Reproduce the data in full, exactly as given, leaving images out.

[The data Boundary: Start]

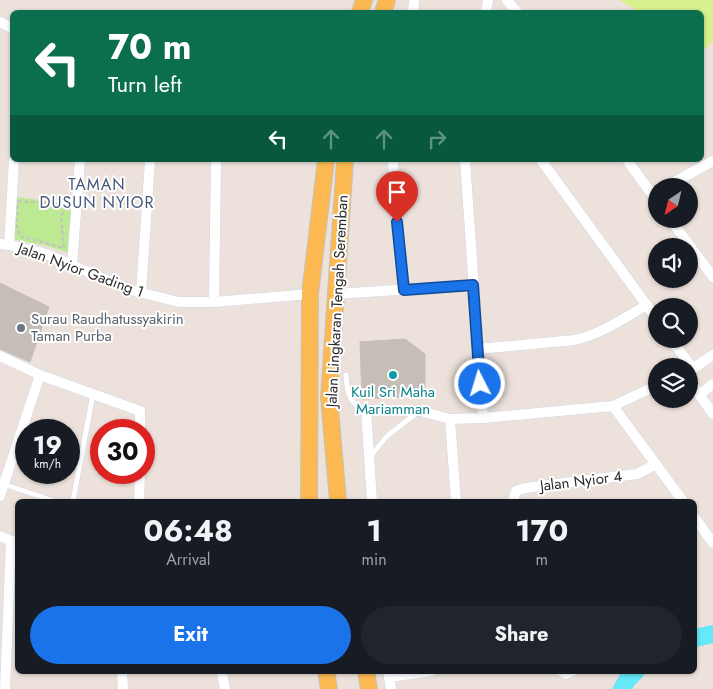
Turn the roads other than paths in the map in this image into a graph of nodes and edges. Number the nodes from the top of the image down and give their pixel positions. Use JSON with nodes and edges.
{"nodes":[{"id":1,"x":713,"y":161,"type":"edge"},
{"id":2,"x":14,"y":162,"type":"edge"},
{"id":3,"x":80,"y":162,"type":"edge"},
{"id":4,"x":150,"y":162,"type":"edge"},
{"id":5,"x":216,"y":162,"type":"edge"},
{"id":6,"x":326,"y":162,"type":"edge"},
{"id":7,"x":346,"y":162,"type":"edge"},
{"id":8,"x":393,"y":162,"type":"edge"},
{"id":9,"x":465,"y":162,"type":"edge"},
{"id":10,"x":542,"y":162,"type":"edge"},
{"id":11,"x":629,"y":162,"type":"edge"},
{"id":12,"x":682,"y":178,"type":"edge"},
{"id":13,"x":648,"y":186,"type":"edge"},
{"id":14,"x":677,"y":228,"type":"edge"},
{"id":15,"x":5,"y":245,"type":"edge"},
{"id":16,"x":72,"y":265,"type":"junction"},
{"id":17,"x":713,"y":278,"type":"edge"},
{"id":18,"x":473,"y":285,"type":"junction"},
{"id":19,"x":404,"y":290,"type":"junction"},
{"id":20,"x":141,"y":292,"type":"junction"},
{"id":21,"x":310,"y":294,"type":"junction"},
{"id":22,"x":336,"y":294,"type":"junction"},
{"id":23,"x":214,"y":302,"type":"junction"},
{"id":24,"x":647,"y":305,"type":"joint"},
{"id":25,"x":478,"y":349,"type":"junction"},
{"id":26,"x":713,"y":355,"type":"edge"},
{"id":27,"x":0,"y":356,"type":"edge"},
{"id":28,"x":698,"y":365,"type":"edge"},
{"id":29,"x":40,"y":375,"type":"junction"},
{"id":30,"x":346,"y":375,"type":"dead end"},
{"id":31,"x":713,"y":384,"type":"edge"},
{"id":32,"x":648,"y":390,"type":"edge"},
{"id":33,"x":93,"y":394,"type":"junction"},
{"id":34,"x":699,"y":395,"type":"joint"},
{"id":35,"x":613,"y":406,"type":"junction"},
{"id":36,"x":366,"y":410,"type":"junction"},
{"id":37,"x":420,"y":411,"type":"junction"},
{"id":38,"x":713,"y":414,"type":"edge"},
{"id":39,"x":483,"y":418,"type":"junction"},
{"id":40,"x":140,"y":419,"type":"edge"},
{"id":41,"x":450,"y":419,"type":"junction"},
{"id":42,"x":369,"y":457,"type":"junction"},
{"id":43,"x":656,"y":464,"type":"junction"},
{"id":44,"x":3,"y":484,"type":"junction"},
{"id":45,"x":140,"y":484,"type":"edge"},
{"id":46,"x":0,"y":496,"type":"edge"},
{"id":47,"x":48,"y":499,"type":"edge"},
{"id":48,"x":74,"y":499,"type":"edge"},
{"id":49,"x":139,"y":499,"type":"edge"},
{"id":50,"x":309,"y":499,"type":"edge"},
{"id":51,"x":338,"y":499,"type":"edge"},
{"id":52,"x":372,"y":499,"type":"edge"},
{"id":53,"x":456,"y":499,"type":"edge"},
{"id":54,"x":514,"y":499,"type":"edge"},
{"id":55,"x":682,"y":499,"type":"edge"},
{"id":56,"x":697,"y":525,"type":"edge"},
{"id":57,"x":0,"y":536,"type":"edge"},
{"id":58,"x":14,"y":542,"type":"edge"},
{"id":59,"x":713,"y":543,"type":"edge"},
{"id":60,"x":122,"y":674,"type":"edge"},
{"id":61,"x":222,"y":674,"type":"edge"},
{"id":62,"x":326,"y":674,"type":"edge"},
{"id":63,"x":366,"y":674,"type":"edge"},
{"id":64,"x":389,"y":674,"type":"edge"},
{"id":65,"x":5,"y":689,"type":"edge"},
{"id":66,"x":123,"y":689,"type":"edge"},
{"id":67,"x":225,"y":689,"type":"edge"},
{"id":68,"x":329,"y":689,"type":"edge"},
{"id":69,"x":369,"y":689,"type":"edge"},
{"id":70,"x":391,"y":689,"type":"edge"}],
"edges":[{"from":1,"to":12,"type":"street"},
{"from":2,"to":15,"type":"street"},
{"from":3,"to":16,"type":"street"},
{"from":4,"to":20,"type":"street"},
{"from":5,"to":23,"type":"street"},
{"from":6,"to":21,"type":"main road","name":"Jalan Lingkaran Tengah Seremban"},
{"from":7,"to":22,"type":"main road","name":"Jalan Lingkaran Tengah Seremban"},
{"from":8,"to":19,"type":"street"},
{"from":9,"to":18,"type":"street"},
{"from":10,"to":24,"type":"street"},
{"from":11,"to":13,"type":"street"},
{"from":14,"to":17,"type":"street"},
{"from":15,"to":16,"type":"street","name":"Jalan Nyior Gading 1"},
{"from":16,"to":20,"type":"street","name":"Jalan Nyior Gading 1"},
{"from":18,"to":19,"type":"street"},
{"from":18,"to":25,"type":"street"},
{"from":19,"to":22,"type":"street"},
{"from":20,"to":23,"type":"street","name":"Jalan Nyior Gading 1"},
{"from":21,"to":23,"type":"street","name":"Jalan Nyior Gading 1"},
{"from":21,"to":50,"type":"main road","name":"Jalan Lingkaran Tengah Seremban"},
{"from":22,"to":51,"type":"main road","name":"Jalan Lingkaran Tengah Seremban"},
{"from":24,"to":25,"type":"street"},
{"from":25,"to":39,"type":"street"},
{"from":26,"to":28,"type":"street"},
{"from":27,"to":29,"type":"street"},
{"from":29,"to":33,"type":"street"},
{"from":29,"to":44,"type":"street"},
{"from":30,"to":36,"type":"lane"},
{"from":31,"to":34,"type":"street"},
{"from":32,"to":35,"type":"street"},
{"from":33,"to":40,"type":"street"},
{"from":33,"to":48,"type":"lane"},
{"from":34,"to":38,"type":"street"},
{"from":35,"to":39,"type":"street"},
{"from":35,"to":43,"type":"street"},
{"from":36,"to":37,"type":"street"},
{"from":36,"to":42,"type":"street"},
{"from":37,"to":41,"type":"street"},
{"from":37,"to":42,"type":"lane"},
{"from":39,"to":41,"type":"street"},
{"from":41,"to":53,"type":"street"},
{"from":42,"to":52,"type":"street"},
{"from":43,"to":54,"type":"street","name":"Jalan Nyior 4"},
{"from":43,"to":55,"type":"street"},
{"from":44,"to":46,"type":"street"},
{"from":44,"to":47,"type":"lane"},
{"from":45,"to":49,"type":"street"},
{"from":56,"to":59,"type":"street"},
{"from":57,"to":58,"type":"street"},
{"from":58,"to":65,"type":"street"},
{"from":60,"to":66,"type":"street"},
{"from":61,"to":67,"type":"street"},
{"from":62,"to":68,"type":"main road"},
{"from":63,"to":69,"type":"main road"},
{"from":64,"to":70,"type":"street"}]}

[The data Boundary: End]

▸ Answer to this exercise
Turn the roads other than paths in the map in this image into a graph of nodes and edges. Number the nodes from the top of the image down and give their pixel positions. Use JSON with nodes and edges.
{"nodes":[{"id":1,"x":713,"y":161,"type":"edge"},
{"id":2,"x":14,"y":162,"type":"edge"},
{"id":3,"x":80,"y":162,"type":"edge"},
{"id":4,"x":150,"y":162,"type":"edge"},
{"id":5,"x":216,"y":162,"type":"edge"},
{"id":6,"x":326,"y":162,"type":"edge"},
{"id":7,"x":346,"y":162,"type":"edge"},
{"id":8,"x":393,"y":162,"type":"edge"},
{"id":9,"x":465,"y":162,"type":"edge"},
{"id":10,"x":542,"y":162,"type":"edge"},
{"id":11,"x":629,"y":162,"type":"edge"},
{"id":12,"x":682,"y":178,"type":"edge"},
{"id":13,"x":648,"y":186,"type":"edge"},
{"id":14,"x":677,"y":228,"type":"edge"},
{"id":15,"x":5,"y":245,"type":"edge"},
{"id":16,"x":72,"y":265,"type":"junction"},
{"id":17,"x":713,"y":278,"type":"edge"},
{"id":18,"x":473,"y":285,"type":"junction"},
{"id":19,"x":404,"y":290,"type":"junction"},
{"id":20,"x":141,"y":292,"type":"junction"},
{"id":21,"x":310,"y":294,"type":"junction"},
{"id":22,"x":336,"y":294,"type":"junction"},
{"id":23,"x":214,"y":302,"type":"junction"},
{"id":24,"x":647,"y":305,"type":"joint"},
{"id":25,"x":478,"y":349,"type":"junction"},
{"id":26,"x":713,"y":355,"type":"edge"},
{"id":27,"x":0,"y":356,"type":"edge"},
{"id":28,"x":698,"y":365,"type":"edge"},
{"id":29,"x":40,"y":375,"type":"junction"},
{"id":30,"x":346,"y":375,"type":"dead end"},
{"id":31,"x":713,"y":384,"type":"edge"},
{"id":32,"x":648,"y":390,"type":"edge"},
{"id":33,"x":93,"y":394,"type":"junction"},
{"id":34,"x":699,"y":395,"type":"joint"},
{"id":35,"x":613,"y":406,"type":"junction"},
{"id":36,"x":366,"y":410,"type":"junction"},
{"id":37,"x":420,"y":411,"type":"junction"},
{"id":38,"x":713,"y":414,"type":"edge"},
{"id":39,"x":483,"y":418,"type":"junction"},
{"id":40,"x":140,"y":419,"type":"edge"},
{"id":41,"x":450,"y":419,"type":"junction"},
{"id":42,"x":369,"y":457,"type":"junction"},
{"id":43,"x":656,"y":464,"type":"junction"},
{"id":44,"x":3,"y":484,"type":"junction"},
{"id":45,"x":140,"y":484,"type":"edge"},
{"id":46,"x":0,"y":496,"type":"edge"},
{"id":47,"x":48,"y":499,"type":"edge"},
{"id":48,"x":74,"y":499,"type":"edge"},
{"id":49,"x":139,"y":499,"type":"edge"},
{"id":50,"x":309,"y":499,"type":"edge"},
{"id":51,"x":338,"y":499,"type":"edge"},
{"id":52,"x":372,"y":499,"type":"edge"},
{"id":53,"x":456,"y":499,"type":"edge"},
{"id":54,"x":514,"y":499,"type":"edge"},
{"id":55,"x":682,"y":499,"type":"edge"},
{"id":56,"x":697,"y":525,"type":"edge"},
{"id":57,"x":0,"y":536,"type":"edge"},
{"id":58,"x":14,"y":542,"type":"edge"},
{"id":59,"x":713,"y":543,"type":"edge"},
{"id":60,"x":122,"y":674,"type":"edge"},
{"id":61,"x":222,"y":674,"type":"edge"},
{"id":62,"x":326,"y":674,"type":"edge"},
{"id":63,"x":366,"y":674,"type":"edge"},
{"id":64,"x":389,"y":674,"type":"edge"},
{"id":65,"x":5,"y":689,"type":"edge"},
{"id":66,"x":123,"y":689,"type":"edge"},
{"id":67,"x":225,"y":689,"type":"edge"},
{"id":68,"x":329,"y":689,"type":"edge"},
{"id":69,"x":369,"y":689,"type":"edge"},
{"id":70,"x":391,"y":689,"type":"edge"}],
"edges":[{"from":1,"to":12,"type":"street"},
{"from":2,"to":15,"type":"street"},
{"from":3,"to":16,"type":"street"},
{"from":4,"to":20,"type":"street"},
{"from":5,"to":23,"type":"street"},
{"from":6,"to":21,"type":"main road","name":"Jalan Lingkaran Tengah Seremban"},
{"from":7,"to":22,"type":"main road","name":"Jalan Lingkaran Tengah Seremban"},
{"from":8,"to":19,"type":"street"},
{"from":9,"to":18,"type":"street"},
{"from":10,"to":24,"type":"street"},
{"from":11,"to":13,"type":"street"},
{"from":14,"to":17,"type":"street"},
{"from":15,"to":16,"type":"street","name":"Jalan Nyior Gading 1"},
{"from":16,"to":20,"type":"street","name":"Jalan Nyior Gading 1"},
{"from":18,"to":19,"type":"street"},
{"from":18,"to":25,"type":"street"},
{"from":19,"to":22,"type":"street"},
{"from":20,"to":23,"type":"street","name":"Jalan Nyior Gading 1"},
{"from":21,"to":23,"type":"street","name":"Jalan Nyior Gading 1"},
{"from":21,"to":50,"type":"main road","name":"Jalan Lingkaran Tengah Seremban"},
{"from":22,"to":51,"type":"main road","name":"Jalan Lingkaran Tengah Seremban"},
{"from":24,"to":25,"type":"street"},
{"from":25,"to":39,"type":"street"},
{"from":26,"to":28,"type":"street"},
{"from":27,"to":29,"type":"street"},
{"from":29,"to":33,"type":"street"},
{"from":29,"to":44,"type":"street"},
{"from":30,"to":36,"type":"lane"},
{"from":31,"to":34,"type":"street"},
{"from":32,"to":35,"type":"street"},
{"from":33,"to":40,"type":"street"},
{"from":33,"to":48,"type":"lane"},
{"from":34,"to":38,"type":"street"},
{"from":35,"to":39,"type":"street"},
{"from":35,"to":43,"type":"street"},
{"from":36,"to":37,"type":"street"},
{"from":36,"to":42,"type":"street"},
{"from":37,"to":41,"type":"street"},
{"from":37,"to":42,"type":"lane"},
{"from":39,"to":41,"type":"street"},
{"from":41,"to":53,"type":"street"},
{"from":42,"to":52,"type":"street"},
{"from":43,"to":54,"type":"street","name":"Jalan Nyior 4"},
{"from":43,"to":55,"type":"street"},
{"from":44,"to":46,"type":"street"},
{"from":44,"to":47,"type":"lane"},
{"from":45,"to":49,"type":"street"},
{"from":56,"to":59,"type":"street"},
{"from":57,"to":58,"type":"street"},
{"from":58,"to":65,"type":"street"},
{"from":60,"to":66,"type":"street"},
{"from":61,"to":67,"type":"street"},
{"from":62,"to":68,"type":"main road"},
{"from":63,"to":69,"type":"main road"},
{"from":64,"to":70,"type":"street"}]}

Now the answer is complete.